→ Problem statement: Copy, word for word, the lines of the entries below between the one with "pinky dip: (1424, 695)" and the one with "pinky pip: (1417, 726)", inclusive, and leave out everything else.
⟨
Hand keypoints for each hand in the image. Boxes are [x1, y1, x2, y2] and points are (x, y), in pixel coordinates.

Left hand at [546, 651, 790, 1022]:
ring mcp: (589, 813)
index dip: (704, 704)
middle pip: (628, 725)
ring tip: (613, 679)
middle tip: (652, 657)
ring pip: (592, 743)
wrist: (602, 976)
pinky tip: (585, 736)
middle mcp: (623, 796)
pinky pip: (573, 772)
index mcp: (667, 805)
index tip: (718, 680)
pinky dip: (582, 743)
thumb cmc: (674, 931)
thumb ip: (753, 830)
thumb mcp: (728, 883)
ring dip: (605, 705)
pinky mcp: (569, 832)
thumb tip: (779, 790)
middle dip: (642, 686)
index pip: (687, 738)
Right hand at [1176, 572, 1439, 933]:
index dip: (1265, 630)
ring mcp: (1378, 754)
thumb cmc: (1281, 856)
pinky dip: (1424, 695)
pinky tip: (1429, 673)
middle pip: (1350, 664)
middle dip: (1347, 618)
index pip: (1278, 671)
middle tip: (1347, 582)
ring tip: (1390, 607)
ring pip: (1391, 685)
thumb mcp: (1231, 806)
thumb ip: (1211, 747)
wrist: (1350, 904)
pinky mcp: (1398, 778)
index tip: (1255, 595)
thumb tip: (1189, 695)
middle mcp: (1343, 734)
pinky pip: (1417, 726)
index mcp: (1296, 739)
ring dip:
⟩
→ Task result:
pinky dip: (1424, 695)
pinky tip: (1429, 673)
middle pip: (1350, 664)
middle dip: (1347, 618)
index pip: (1278, 671)
middle tip: (1347, 582)
ring tip: (1390, 607)
ring pip: (1391, 685)
thumb mcp: (1231, 806)
thumb ip: (1211, 747)
wrist: (1350, 904)
pinky mcp: (1398, 778)
index tip: (1255, 595)
thumb tip: (1189, 695)
middle mcp: (1343, 734)
pinky pip: (1417, 726)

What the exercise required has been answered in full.